» **The task**
Pictures are to be left out, and the rest of the records reproduced exactly.

» **Exercise material**

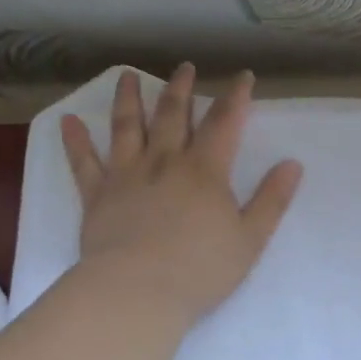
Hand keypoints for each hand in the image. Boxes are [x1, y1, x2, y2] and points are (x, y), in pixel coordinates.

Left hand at [62, 65, 302, 324]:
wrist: (136, 293)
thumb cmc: (200, 269)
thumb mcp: (250, 238)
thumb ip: (272, 199)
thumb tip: (293, 164)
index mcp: (205, 171)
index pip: (225, 123)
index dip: (236, 96)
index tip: (242, 76)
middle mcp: (165, 162)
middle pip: (173, 115)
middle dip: (182, 88)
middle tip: (184, 67)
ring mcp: (127, 176)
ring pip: (127, 127)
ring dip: (129, 99)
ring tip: (126, 76)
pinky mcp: (97, 196)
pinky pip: (84, 163)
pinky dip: (75, 141)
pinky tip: (67, 121)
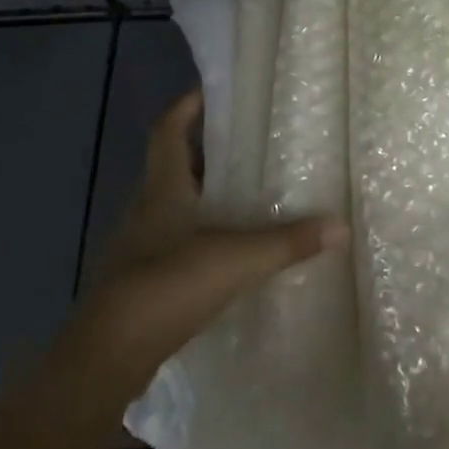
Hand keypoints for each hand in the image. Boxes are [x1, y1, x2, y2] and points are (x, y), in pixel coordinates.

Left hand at [68, 88, 348, 408]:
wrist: (107, 359)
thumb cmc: (166, 287)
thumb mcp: (235, 259)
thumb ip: (287, 242)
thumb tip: (341, 226)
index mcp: (163, 187)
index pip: (168, 130)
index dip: (187, 106)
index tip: (213, 89)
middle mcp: (148, 208)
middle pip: (174, 163)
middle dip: (206, 147)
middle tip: (249, 138)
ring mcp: (142, 246)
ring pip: (174, 203)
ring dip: (204, 192)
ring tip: (247, 188)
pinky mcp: (143, 280)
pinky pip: (175, 239)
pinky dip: (200, 232)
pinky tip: (228, 248)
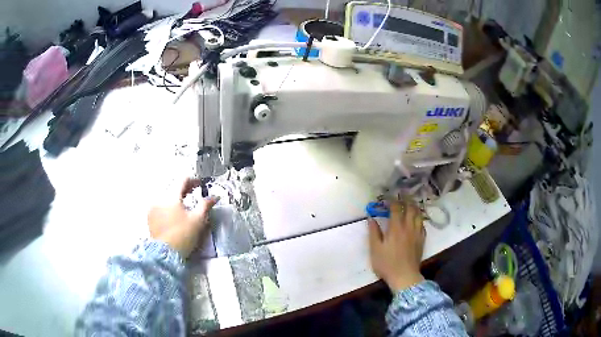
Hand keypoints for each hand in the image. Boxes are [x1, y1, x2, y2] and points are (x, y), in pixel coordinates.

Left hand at [148, 178, 217, 257]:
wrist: (166, 253)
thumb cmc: (183, 235)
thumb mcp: (198, 220)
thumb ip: (206, 205)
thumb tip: (214, 196)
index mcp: (171, 196)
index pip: (183, 180)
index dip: (194, 180)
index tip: (201, 185)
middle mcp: (160, 198)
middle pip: (173, 187)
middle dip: (185, 189)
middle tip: (194, 192)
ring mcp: (153, 207)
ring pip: (166, 196)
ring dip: (176, 197)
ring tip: (184, 204)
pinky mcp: (150, 217)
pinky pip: (160, 205)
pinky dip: (168, 205)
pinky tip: (174, 214)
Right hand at [368, 199, 425, 291]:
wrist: (404, 276)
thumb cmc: (387, 264)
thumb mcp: (375, 249)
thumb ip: (374, 232)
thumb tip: (371, 218)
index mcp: (396, 228)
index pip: (396, 208)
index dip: (392, 200)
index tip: (388, 196)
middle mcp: (408, 227)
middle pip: (410, 208)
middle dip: (406, 199)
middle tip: (402, 195)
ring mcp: (417, 233)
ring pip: (419, 215)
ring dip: (415, 207)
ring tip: (411, 203)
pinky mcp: (422, 240)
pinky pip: (422, 225)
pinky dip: (419, 219)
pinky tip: (417, 220)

» **Output**
Hand keypoints for each hand in the image. Boxes are [x1, y1, x2, y2] and points are (x, y), in pixel coordinates.

Left hand at [62, 65, 302, 324]:
wrist: (136, 293)
thumb cmc: (200, 269)
thumb mcp: (250, 238)
thumb ip: (272, 199)
thumb tip: (293, 164)
index mcp: (205, 171)
index pip: (225, 123)
index dip: (236, 96)
index tip: (242, 76)
middle mcp: (165, 162)
middle pip: (173, 115)
middle dip: (182, 88)
middle tip: (184, 67)
ring mcp: (127, 176)
ring pip: (127, 127)
ring dip: (129, 99)
ring tip: (126, 76)
pinky mcp: (97, 196)
pinky pip: (84, 163)
pinky dip: (75, 141)
pinky tip: (67, 121)
Hand keypoints for each hand in the image. Boxes are [x1, y1, x2, y2] and points are (x, y), in pixel coordinates.

Left hand at [68, 88, 348, 408]:
wrist: (107, 359)
thumb cmc: (166, 287)
thumb mcp: (235, 259)
thumb ip: (287, 242)
thumb tip: (341, 226)
index mcp: (163, 187)
index pip: (168, 130)
index dip: (187, 106)
index tip: (213, 89)
middle mcp: (148, 208)
middle pip: (174, 163)
middle dip: (206, 147)
middle tip: (249, 138)
ring mcp: (142, 246)
ring pip: (174, 203)
ring dip: (204, 192)
ring tip: (247, 188)
pinky mcp: (143, 280)
pinky pip: (175, 239)
pinky dip: (200, 232)
pinky tip: (228, 248)
Hand keypoints for each hand in the image. Boxes are [x1, y1, x2, y2] and points are (x, y), in pixel coordinates.

Left hand at [148, 178, 217, 257]:
wrist: (166, 253)
thumb cmc: (183, 235)
thumb mcp: (198, 220)
thumb ip: (206, 205)
thumb tip: (214, 196)
index mcp: (171, 196)
index pip: (183, 180)
index dip: (194, 180)
index tip: (201, 185)
middle mcp: (160, 198)
middle pip: (173, 187)
middle dip: (185, 189)
middle tip: (194, 192)
ring mcp: (153, 207)
ring pip: (166, 196)
ring dip: (176, 197)
ring tip: (184, 204)
pinky mcp: (150, 217)
pinky pip: (160, 205)
pinky dip: (168, 205)
pinky tip: (174, 214)
Right hand at [368, 199, 425, 291]:
wrist: (404, 276)
thumb cmc: (387, 264)
thumb mcp: (375, 249)
thumb ip: (374, 232)
thumb tip: (371, 218)
index mcp: (396, 228)
index pip: (396, 208)
index dip: (392, 200)
index tip: (388, 196)
middle mcp: (408, 227)
middle pip: (410, 208)
middle dip: (406, 199)
middle tip: (402, 195)
ring mcp: (417, 233)
ring pip: (419, 215)
ring dip: (415, 207)
ring tip: (411, 203)
pinky mcp: (422, 240)
pinky pip: (422, 225)
pinky dip: (419, 219)
pinky tip: (417, 220)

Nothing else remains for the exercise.